Quelque chose n’est pas terminé.

Une phrase demeure suspendue. Le dernier mot manque. La conclusion n’arrive pas. L’Autre ne répond pas.

Enfin, un trou.

Mais c’est précisément par ce trou qu’un discours peut commencer.

Car jusque-là l’obsessionnel parlait peut-être sans cesse, mais il parlait encore depuis l’Autre, pour l’Autre, contre l’Autre, afin que l’Autre tienne debout. La coupure retire à cet Autre sa garantie et rend au sujet ce qui lui appartient : la responsabilité de ce qu’il vient de dire.

Elle ne lui donne donc pas un discours en ajoutant quelque chose.

Elle lui donne un discours en retirant.

Lacan renverse ici toute la logique pédagogique. Là où l’on voudrait expliquer davantage, il coupe. Là où l’on voudrait répondre, il laisse une béance. Là où l’obsessionnel demande encore un savoir, il lui restitue un manque.

Le con réapparaît.

Le trou que toute son intelligence avait tenté de faire disparaître.

Et peut-être est-ce finalement cela qu’une analyse d’obsessionnel doit mener « jusqu’au bout » : non pas jusqu’au bout du savoir, puisqu’il n’y en a précisément pas, mais jusqu’au point où le sujet peut enfin supporter qu’il manque quelque chose à son savoir, à l’Autre et à lui-même.

À partir de là, il peut peut-être cesser d’organiser toute son existence pour ne jamais passer pour un con.

L’intelligence artificielle arrive donc avec une promesse extraordinairement séduisante pour notre époque : elle promet de reboucher le trou. Une réponse à chaque question. Un savoir disponible immédiatement. Une phrase toujours terminée. Une information pour chaque ignorance.

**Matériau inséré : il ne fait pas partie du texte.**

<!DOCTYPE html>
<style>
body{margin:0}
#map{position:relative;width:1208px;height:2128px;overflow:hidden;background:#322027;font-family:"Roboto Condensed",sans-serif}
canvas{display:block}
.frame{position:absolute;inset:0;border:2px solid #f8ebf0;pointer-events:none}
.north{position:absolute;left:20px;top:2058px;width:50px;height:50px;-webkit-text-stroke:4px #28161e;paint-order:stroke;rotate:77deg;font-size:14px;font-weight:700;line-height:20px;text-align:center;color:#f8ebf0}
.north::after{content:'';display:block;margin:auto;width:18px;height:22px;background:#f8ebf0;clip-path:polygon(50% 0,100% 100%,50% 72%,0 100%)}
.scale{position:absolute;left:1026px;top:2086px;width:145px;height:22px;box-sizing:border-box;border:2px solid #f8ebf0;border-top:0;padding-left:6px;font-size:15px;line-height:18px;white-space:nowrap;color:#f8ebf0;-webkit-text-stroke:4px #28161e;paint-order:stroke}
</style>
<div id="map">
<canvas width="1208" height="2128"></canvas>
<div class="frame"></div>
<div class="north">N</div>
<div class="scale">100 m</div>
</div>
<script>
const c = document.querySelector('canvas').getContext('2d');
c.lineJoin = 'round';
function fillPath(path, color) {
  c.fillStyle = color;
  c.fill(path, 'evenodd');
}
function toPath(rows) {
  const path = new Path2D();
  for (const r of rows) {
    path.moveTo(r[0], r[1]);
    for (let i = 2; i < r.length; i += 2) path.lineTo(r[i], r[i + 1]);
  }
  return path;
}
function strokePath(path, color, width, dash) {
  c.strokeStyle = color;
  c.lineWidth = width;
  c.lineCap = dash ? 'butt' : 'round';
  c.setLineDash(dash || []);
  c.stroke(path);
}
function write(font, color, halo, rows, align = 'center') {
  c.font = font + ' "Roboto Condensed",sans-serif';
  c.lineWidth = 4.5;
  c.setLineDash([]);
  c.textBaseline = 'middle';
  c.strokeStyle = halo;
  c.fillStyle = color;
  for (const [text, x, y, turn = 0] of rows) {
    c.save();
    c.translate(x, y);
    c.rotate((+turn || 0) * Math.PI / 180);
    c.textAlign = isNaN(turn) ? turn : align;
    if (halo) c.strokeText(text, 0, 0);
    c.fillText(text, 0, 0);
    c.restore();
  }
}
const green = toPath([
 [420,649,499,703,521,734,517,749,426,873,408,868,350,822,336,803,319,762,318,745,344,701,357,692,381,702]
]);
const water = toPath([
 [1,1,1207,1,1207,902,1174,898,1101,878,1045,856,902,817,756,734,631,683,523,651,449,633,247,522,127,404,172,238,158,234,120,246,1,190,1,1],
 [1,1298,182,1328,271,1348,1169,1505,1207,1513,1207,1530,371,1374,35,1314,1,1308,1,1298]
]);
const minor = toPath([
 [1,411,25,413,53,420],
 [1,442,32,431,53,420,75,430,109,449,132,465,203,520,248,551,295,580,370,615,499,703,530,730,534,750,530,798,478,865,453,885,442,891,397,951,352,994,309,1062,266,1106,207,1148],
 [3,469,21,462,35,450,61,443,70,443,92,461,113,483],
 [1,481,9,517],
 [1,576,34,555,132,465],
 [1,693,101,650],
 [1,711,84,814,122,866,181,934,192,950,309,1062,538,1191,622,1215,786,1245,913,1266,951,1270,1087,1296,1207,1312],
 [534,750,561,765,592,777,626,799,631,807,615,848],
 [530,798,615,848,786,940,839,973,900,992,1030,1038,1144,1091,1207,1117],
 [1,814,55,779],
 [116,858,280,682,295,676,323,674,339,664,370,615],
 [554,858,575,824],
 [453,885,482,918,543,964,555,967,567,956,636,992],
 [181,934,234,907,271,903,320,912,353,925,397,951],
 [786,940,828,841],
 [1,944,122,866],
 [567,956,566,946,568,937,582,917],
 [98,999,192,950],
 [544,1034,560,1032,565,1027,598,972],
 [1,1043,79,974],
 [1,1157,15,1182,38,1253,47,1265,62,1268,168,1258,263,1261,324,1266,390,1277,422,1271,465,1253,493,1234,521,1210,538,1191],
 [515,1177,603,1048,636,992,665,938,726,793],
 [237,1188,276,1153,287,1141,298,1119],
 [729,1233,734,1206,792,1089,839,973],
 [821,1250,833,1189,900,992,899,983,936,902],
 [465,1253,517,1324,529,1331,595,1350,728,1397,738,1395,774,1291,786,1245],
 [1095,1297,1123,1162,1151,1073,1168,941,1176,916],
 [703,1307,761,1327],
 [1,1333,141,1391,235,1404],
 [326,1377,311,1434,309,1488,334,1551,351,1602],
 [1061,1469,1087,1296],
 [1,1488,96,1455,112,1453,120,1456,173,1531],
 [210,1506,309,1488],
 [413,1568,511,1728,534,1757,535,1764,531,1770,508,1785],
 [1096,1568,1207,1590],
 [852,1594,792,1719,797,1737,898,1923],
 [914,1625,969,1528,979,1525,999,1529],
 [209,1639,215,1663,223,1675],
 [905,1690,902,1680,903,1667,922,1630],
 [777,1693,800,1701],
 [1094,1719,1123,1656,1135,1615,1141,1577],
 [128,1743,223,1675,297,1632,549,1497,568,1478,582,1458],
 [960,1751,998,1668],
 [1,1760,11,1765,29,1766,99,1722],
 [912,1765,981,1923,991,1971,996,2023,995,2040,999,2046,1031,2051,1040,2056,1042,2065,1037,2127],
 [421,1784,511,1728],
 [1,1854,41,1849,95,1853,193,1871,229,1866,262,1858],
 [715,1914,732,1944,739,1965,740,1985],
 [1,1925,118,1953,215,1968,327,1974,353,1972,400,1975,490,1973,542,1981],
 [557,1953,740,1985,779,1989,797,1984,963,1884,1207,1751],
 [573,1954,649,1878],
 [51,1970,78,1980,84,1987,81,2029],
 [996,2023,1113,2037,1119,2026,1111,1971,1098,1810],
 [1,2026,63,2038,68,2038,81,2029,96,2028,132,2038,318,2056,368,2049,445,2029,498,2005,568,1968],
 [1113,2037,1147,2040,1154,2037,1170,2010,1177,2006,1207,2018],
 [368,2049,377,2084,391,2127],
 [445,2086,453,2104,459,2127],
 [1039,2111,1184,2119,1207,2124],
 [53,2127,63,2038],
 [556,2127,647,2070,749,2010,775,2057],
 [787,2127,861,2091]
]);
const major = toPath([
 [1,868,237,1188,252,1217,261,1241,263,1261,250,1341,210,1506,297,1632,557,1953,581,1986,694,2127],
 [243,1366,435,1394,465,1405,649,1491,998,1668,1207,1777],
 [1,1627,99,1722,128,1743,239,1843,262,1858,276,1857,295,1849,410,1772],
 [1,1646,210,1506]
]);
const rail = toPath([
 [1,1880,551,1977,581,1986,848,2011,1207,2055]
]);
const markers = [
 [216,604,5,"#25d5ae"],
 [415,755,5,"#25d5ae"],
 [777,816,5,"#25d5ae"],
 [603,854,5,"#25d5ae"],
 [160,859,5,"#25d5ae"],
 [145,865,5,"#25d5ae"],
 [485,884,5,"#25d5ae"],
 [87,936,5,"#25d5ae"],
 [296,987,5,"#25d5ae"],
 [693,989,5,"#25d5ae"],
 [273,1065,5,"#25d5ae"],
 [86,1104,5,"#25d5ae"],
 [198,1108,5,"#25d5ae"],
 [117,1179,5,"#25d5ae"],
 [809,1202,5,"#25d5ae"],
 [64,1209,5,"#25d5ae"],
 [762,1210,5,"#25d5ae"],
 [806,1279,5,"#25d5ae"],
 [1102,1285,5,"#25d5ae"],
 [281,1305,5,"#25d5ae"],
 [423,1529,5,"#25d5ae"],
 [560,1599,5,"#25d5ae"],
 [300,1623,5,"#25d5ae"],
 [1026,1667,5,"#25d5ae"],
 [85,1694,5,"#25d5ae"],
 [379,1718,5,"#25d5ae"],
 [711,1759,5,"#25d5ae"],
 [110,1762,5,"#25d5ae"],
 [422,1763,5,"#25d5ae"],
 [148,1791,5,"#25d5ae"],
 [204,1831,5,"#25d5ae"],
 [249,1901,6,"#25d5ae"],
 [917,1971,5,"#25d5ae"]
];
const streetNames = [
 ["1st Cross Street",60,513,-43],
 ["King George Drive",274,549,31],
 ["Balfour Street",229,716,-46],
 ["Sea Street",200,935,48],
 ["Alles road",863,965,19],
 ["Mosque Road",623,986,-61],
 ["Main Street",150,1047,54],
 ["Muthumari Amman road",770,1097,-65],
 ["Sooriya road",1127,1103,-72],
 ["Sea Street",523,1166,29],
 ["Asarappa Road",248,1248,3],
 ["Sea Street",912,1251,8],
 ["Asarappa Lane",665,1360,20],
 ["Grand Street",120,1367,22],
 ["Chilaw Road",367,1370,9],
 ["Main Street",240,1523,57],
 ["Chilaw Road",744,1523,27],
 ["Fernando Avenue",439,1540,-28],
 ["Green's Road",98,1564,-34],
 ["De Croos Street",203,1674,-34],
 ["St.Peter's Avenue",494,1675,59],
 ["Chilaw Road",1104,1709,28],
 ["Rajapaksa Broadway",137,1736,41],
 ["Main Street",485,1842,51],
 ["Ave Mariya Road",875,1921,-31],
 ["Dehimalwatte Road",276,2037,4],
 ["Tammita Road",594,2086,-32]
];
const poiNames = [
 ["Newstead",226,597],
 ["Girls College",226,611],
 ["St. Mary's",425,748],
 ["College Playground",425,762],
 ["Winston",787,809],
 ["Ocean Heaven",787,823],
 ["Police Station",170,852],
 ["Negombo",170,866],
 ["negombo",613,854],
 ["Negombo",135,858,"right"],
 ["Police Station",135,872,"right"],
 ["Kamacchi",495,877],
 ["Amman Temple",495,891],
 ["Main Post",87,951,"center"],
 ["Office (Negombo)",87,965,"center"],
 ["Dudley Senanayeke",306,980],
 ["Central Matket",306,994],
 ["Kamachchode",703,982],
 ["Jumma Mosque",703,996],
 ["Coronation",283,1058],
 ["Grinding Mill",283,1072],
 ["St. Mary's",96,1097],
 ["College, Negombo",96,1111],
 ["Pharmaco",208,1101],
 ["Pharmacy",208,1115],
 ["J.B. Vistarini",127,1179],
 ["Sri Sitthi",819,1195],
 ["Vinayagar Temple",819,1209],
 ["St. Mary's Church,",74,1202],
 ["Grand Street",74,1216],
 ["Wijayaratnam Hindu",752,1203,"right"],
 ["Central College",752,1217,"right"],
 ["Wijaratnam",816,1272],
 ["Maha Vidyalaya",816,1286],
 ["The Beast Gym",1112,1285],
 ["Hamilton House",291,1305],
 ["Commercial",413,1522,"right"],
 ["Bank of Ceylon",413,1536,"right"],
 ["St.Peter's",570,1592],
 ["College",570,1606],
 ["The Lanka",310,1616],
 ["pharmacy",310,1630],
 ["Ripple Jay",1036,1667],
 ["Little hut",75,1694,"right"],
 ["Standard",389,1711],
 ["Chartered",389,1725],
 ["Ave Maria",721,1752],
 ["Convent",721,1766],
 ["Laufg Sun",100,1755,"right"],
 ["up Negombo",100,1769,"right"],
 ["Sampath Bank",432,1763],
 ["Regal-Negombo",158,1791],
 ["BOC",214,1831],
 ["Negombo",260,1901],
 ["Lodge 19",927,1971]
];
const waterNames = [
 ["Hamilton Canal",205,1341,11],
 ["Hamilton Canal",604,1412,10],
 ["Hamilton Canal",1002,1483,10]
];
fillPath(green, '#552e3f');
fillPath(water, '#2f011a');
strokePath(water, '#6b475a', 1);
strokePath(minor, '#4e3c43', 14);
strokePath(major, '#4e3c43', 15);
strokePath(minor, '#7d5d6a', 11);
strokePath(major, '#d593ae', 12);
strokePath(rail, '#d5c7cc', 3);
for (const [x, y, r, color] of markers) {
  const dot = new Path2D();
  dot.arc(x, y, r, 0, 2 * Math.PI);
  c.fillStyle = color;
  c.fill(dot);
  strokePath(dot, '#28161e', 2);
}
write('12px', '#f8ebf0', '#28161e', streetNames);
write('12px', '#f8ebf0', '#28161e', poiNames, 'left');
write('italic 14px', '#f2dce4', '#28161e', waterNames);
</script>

Le rêve de l’obsessionnel à l’échelle industrielle.

Mais aucune intelligence, fût-elle artificielle, ne pourra supprimer ce sur quoi elle repose elle-même : le langage. Et avec le langage reviendront toujours l’équivoque, le malentendu, le manque, la mauvaise question, la réponse à côté et ce sujet qui découvre trop tard qu’il voulait autre chose que ce qu’il demandait.

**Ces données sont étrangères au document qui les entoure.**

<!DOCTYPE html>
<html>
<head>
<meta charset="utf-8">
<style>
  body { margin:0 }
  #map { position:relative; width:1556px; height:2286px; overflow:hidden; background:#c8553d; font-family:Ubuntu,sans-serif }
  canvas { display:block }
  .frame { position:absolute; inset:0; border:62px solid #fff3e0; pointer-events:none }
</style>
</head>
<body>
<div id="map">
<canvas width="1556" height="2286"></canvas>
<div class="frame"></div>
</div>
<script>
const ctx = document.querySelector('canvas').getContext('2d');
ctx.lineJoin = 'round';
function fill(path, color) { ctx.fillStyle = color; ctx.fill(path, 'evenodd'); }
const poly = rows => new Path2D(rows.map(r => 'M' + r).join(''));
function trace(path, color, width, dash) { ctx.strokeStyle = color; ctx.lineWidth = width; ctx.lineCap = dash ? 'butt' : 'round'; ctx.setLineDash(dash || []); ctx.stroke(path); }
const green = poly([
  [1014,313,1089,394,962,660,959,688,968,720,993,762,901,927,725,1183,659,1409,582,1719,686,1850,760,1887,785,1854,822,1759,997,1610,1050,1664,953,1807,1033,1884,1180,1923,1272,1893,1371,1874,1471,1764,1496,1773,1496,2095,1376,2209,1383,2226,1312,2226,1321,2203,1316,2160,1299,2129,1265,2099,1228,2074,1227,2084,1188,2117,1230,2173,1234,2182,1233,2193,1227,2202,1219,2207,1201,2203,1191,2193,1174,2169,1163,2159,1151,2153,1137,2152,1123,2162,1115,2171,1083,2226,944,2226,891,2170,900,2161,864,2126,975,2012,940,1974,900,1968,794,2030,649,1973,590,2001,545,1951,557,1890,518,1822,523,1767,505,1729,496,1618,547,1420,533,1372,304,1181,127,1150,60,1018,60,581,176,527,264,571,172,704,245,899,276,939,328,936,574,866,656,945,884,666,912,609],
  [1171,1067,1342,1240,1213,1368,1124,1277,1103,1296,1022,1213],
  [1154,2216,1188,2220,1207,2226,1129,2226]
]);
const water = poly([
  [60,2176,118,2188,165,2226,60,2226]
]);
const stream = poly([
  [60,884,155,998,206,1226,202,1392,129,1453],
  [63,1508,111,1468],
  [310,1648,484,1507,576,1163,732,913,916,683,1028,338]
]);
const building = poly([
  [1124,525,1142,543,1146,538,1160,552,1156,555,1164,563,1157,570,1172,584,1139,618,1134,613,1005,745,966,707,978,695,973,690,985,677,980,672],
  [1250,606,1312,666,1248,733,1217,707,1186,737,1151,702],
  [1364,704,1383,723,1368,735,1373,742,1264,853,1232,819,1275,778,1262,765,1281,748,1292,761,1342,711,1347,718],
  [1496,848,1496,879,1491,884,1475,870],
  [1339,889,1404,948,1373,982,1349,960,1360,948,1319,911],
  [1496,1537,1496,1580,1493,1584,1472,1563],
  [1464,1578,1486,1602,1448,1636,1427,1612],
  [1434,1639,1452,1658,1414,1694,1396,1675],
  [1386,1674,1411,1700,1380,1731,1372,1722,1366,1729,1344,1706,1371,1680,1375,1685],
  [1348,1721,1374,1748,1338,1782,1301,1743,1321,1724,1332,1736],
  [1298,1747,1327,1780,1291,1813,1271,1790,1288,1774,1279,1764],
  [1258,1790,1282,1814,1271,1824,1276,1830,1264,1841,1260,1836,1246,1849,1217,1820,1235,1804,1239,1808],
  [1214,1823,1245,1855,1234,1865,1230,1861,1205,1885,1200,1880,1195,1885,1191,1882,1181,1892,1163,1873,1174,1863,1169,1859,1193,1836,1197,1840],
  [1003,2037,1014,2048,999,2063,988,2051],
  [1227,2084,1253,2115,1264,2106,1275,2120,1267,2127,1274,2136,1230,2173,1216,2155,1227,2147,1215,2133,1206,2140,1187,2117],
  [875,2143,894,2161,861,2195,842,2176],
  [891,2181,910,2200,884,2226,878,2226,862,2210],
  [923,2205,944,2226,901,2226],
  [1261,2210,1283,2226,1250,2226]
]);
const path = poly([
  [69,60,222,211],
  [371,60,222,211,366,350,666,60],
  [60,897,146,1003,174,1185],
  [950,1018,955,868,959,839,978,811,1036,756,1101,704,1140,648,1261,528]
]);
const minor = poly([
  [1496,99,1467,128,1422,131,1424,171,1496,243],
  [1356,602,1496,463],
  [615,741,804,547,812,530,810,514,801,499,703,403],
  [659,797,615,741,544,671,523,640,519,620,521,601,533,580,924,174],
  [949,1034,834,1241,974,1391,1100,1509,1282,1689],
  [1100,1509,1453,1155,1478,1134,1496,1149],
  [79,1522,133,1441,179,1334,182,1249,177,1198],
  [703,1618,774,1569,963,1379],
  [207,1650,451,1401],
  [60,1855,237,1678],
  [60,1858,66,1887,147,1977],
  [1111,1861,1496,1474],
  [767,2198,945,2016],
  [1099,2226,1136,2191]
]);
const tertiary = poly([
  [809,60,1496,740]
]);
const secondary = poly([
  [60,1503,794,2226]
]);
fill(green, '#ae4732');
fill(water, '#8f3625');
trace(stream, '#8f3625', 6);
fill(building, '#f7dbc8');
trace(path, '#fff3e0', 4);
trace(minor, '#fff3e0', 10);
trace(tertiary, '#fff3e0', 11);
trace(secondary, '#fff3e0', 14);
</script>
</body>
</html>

La psychanalyse ne guérira donc jamais l’homme de sa connerie.

L’intelligence artificielle non plus.

Pas d’inquiétude.

L’enjeu serait peut-être seulement que l’homme cesse un jour de considérer sa connerie comme la plus grande humiliation qui puisse lui arriver.

Car le contraire de la connerie n’est peut-être pas l’intelligence.

C’est de pouvoir enfin supporter le trou sans se précipiter pour le boucher.